◆ **Data for review**:
[Start of Attachment]

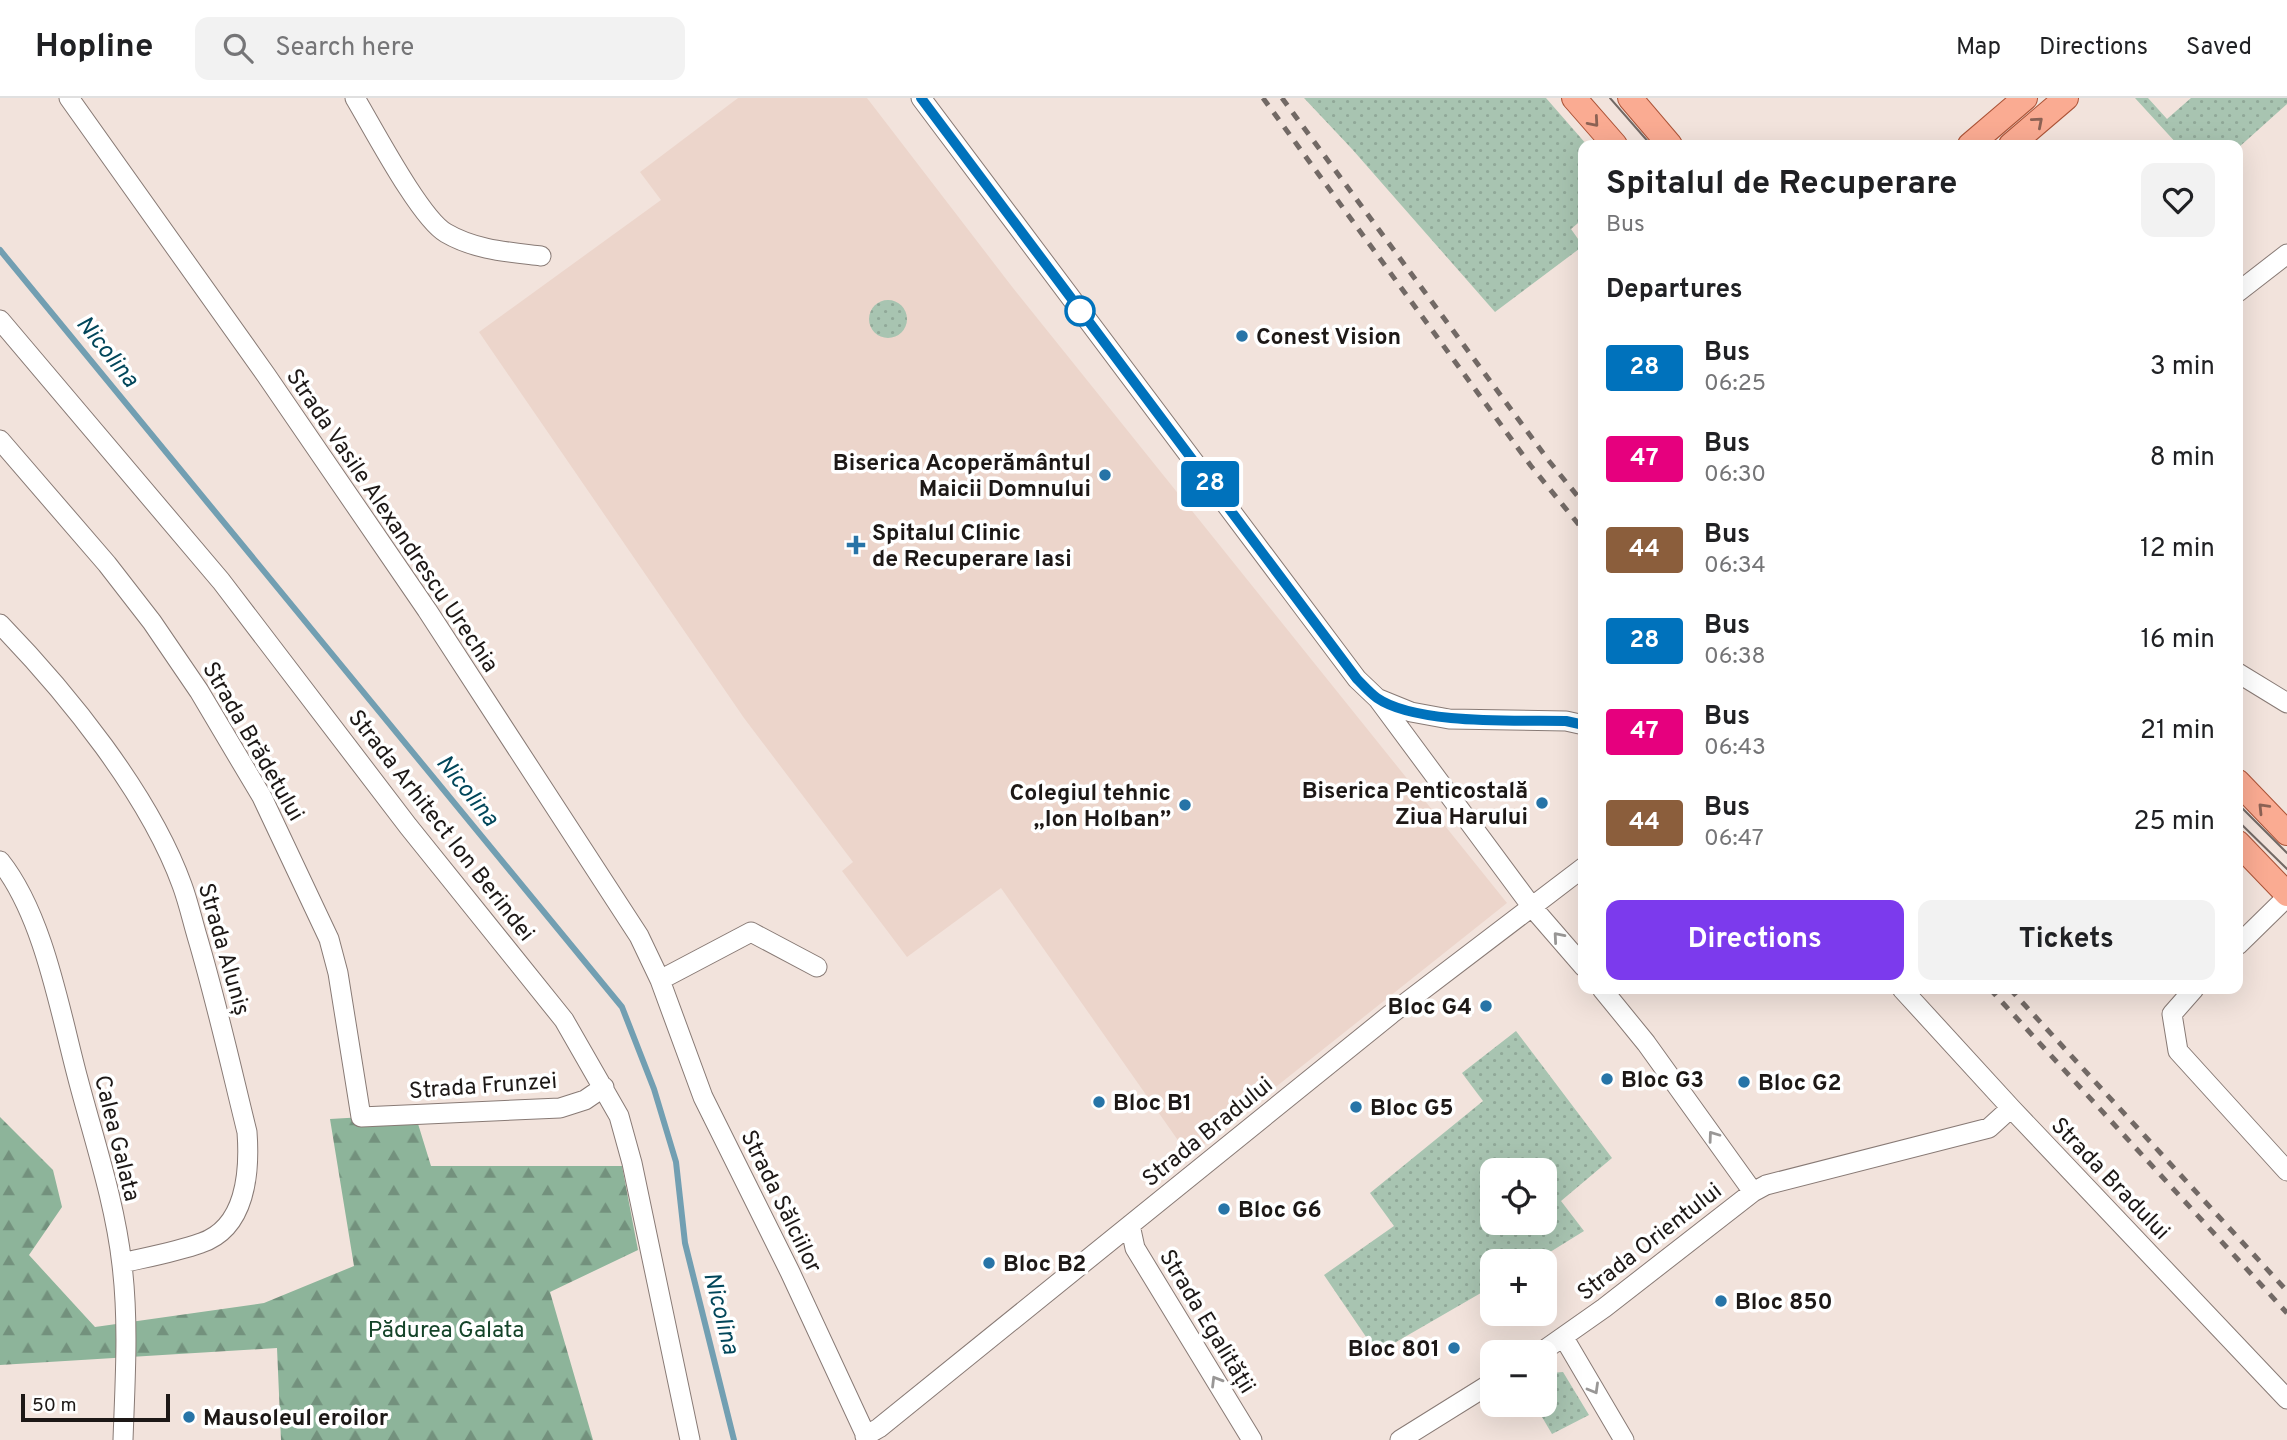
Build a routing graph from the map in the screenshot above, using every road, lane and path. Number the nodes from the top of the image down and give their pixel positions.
1 (69, 98) edge
2 (355, 98) edge
3 (921, 98) edge
4 (1574, 98) edge
5 (1630, 98) edge
6 (2025, 98) edge
7 (2066, 98) edge
8 (1611, 140) edge
9 (1666, 140) edge
10 (1976, 140) edge
11 (2017, 140) edge
12 (2287, 254) edge
13 (541, 256) dead end
14 (2243, 288) edge
15 (0, 320) edge
16 (0, 440) edge
17 (0, 624) edge
18 (2243, 676) edge
19 (1378, 699) junction
20 (2287, 703) edge
21 (1578, 724) edge
22 (2243, 787) edge
23 (2287, 833) edge
24 (2243, 848) edge
25 (0, 861) edge
26 (1578, 872) edge
27 (2287, 895) edge
28 (1532, 907) junction
29 (2243, 940) edge
30 (1578, 960) edge
31 (817, 967) dead end
32 (660, 980) junction
33 (1606, 994) edge
34 (1907, 994) edge
35 (2190, 994) edge
36 (604, 1087) junction
37 (2011, 1108) junction
38 (361, 1117) joint
39 (2287, 1171) edge
40 (1753, 1192) junction
41 (1130, 1224) junction
42 (122, 1264) junction
43 (1564, 1338) junction
44 (1557, 1342) edge
45 (1480, 1390) edge
46 (2287, 1399) edge
47 (867, 1438) edge
48 (123, 1440) edge
49 (690, 1440) edge
50 (1252, 1440) edge
51 (1400, 1440) edge
52 (1624, 1440) edge

1 - 32 street, Strada Vasile Alexandrescu Urechia
2 - 13 street
3 - 19 street
4 -> 8 main road
5 - 9 main road
6 - 10 main road
11 -> 7 main road
12 - 14 street
15 - 36 street, Strada Arhitect Ion Berindei
16 - 38 street, Strada Brădetului
17 - 42 street, Strada Aluniș
18 - 20 street
19 - 21 street
19 - 28 street
23 -> 22 main road
24 - 27 main road
25 - 42 street, Calea Galata
26 - 28 street, Strada Bradului
27 - 29 street
30 -> 28 street
28 - 41 street, Strada Bradului
31 - 32 street
32 - 47 street, Strada Sălciilor
40 -> 33 street
34 - 37 street, Strada Bradului
35 - 39 street
36 - 38 street, Strada Frunzei
36 - 49 street, Strada Arhitect Ion Berindei
37 - 40 street, Strada Orientului
37 - 46 street, Strada Bradului
40 - 43 street, Strada Orientului
41 - 47 street, Strada Bradului
50 -> 41 street, Strada Egalității
42 - 48 street, Calea Galata
43 - 44 street, Strada Orientului
43 -> 52 street
45 - 51 street

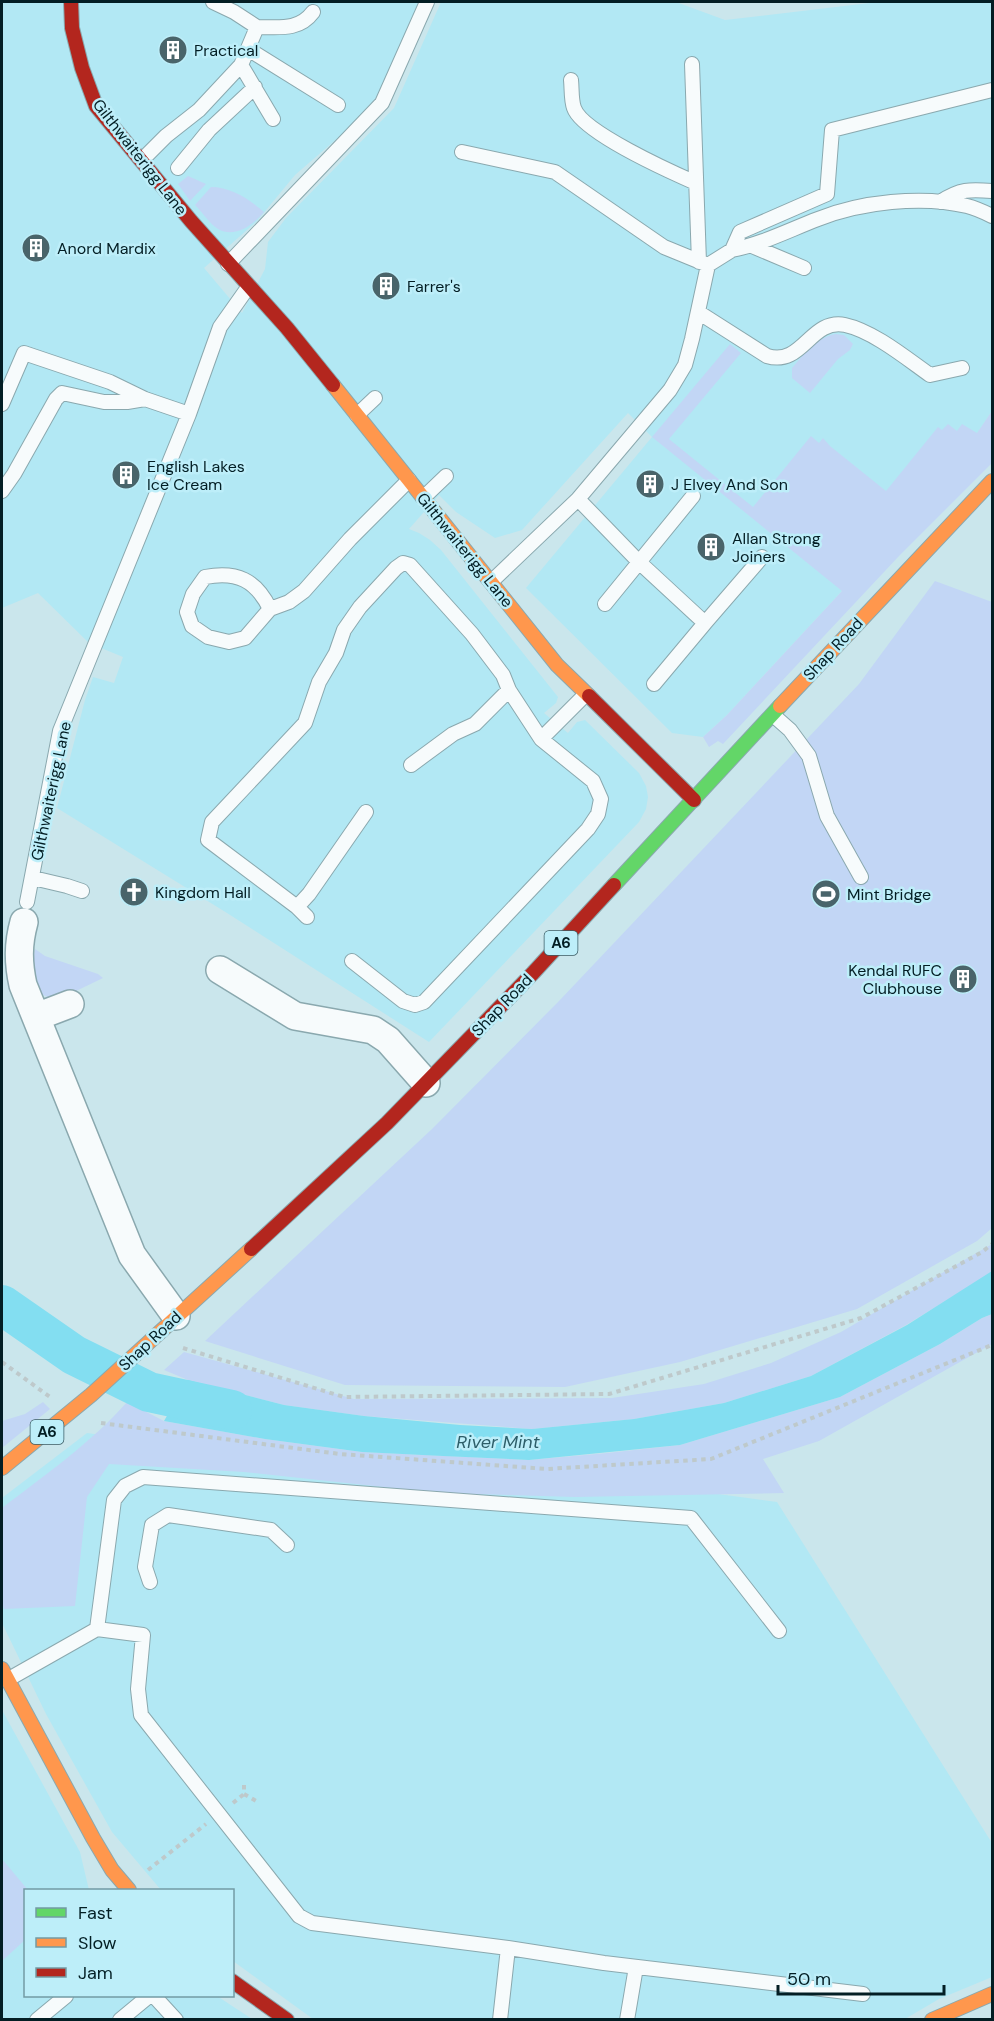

[End of Attachment]

◆ **Exercise directions**:
After dropping every picture, transcribe each entry exactly.

◆ **Completed exercise**:
Build a routing graph from the map in the screenshot above, using every road, lane and path. Number the nodes from the top of the image down and give their pixel positions.
1 (69, 98) edge
2 (355, 98) edge
3 (921, 98) edge
4 (1574, 98) edge
5 (1630, 98) edge
6 (2025, 98) edge
7 (2066, 98) edge
8 (1611, 140) edge
9 (1666, 140) edge
10 (1976, 140) edge
11 (2017, 140) edge
12 (2287, 254) edge
13 (541, 256) dead end
14 (2243, 288) edge
15 (0, 320) edge
16 (0, 440) edge
17 (0, 624) edge
18 (2243, 676) edge
19 (1378, 699) junction
20 (2287, 703) edge
21 (1578, 724) edge
22 (2243, 787) edge
23 (2287, 833) edge
24 (2243, 848) edge
25 (0, 861) edge
26 (1578, 872) edge
27 (2287, 895) edge
28 (1532, 907) junction
29 (2243, 940) edge
30 (1578, 960) edge
31 (817, 967) dead end
32 (660, 980) junction
33 (1606, 994) edge
34 (1907, 994) edge
35 (2190, 994) edge
36 (604, 1087) junction
37 (2011, 1108) junction
38 (361, 1117) joint
39 (2287, 1171) edge
40 (1753, 1192) junction
41 (1130, 1224) junction
42 (122, 1264) junction
43 (1564, 1338) junction
44 (1557, 1342) edge
45 (1480, 1390) edge
46 (2287, 1399) edge
47 (867, 1438) edge
48 (123, 1440) edge
49 (690, 1440) edge
50 (1252, 1440) edge
51 (1400, 1440) edge
52 (1624, 1440) edge

1 - 32 street, Strada Vasile Alexandrescu Urechia
2 - 13 street
3 - 19 street
4 -> 8 main road
5 - 9 main road
6 - 10 main road
11 -> 7 main road
12 - 14 street
15 - 36 street, Strada Arhitect Ion Berindei
16 - 38 street, Strada Brădetului
17 - 42 street, Strada Aluniș
18 - 20 street
19 - 21 street
19 - 28 street
23 -> 22 main road
24 - 27 main road
25 - 42 street, Calea Galata
26 - 28 street, Strada Bradului
27 - 29 street
30 -> 28 street
28 - 41 street, Strada Bradului
31 - 32 street
32 - 47 street, Strada Sălciilor
40 -> 33 street
34 - 37 street, Strada Bradului
35 - 39 street
36 - 38 street, Strada Frunzei
36 - 49 street, Strada Arhitect Ion Berindei
37 - 40 street, Strada Orientului
37 - 46 street, Strada Bradului
40 - 43 street, Strada Orientului
41 - 47 street, Strada Bradului
50 -> 41 street, Strada Egalității
42 - 48 street, Calea Galata
43 - 44 street, Strada Orientului
43 -> 52 street
45 - 51 street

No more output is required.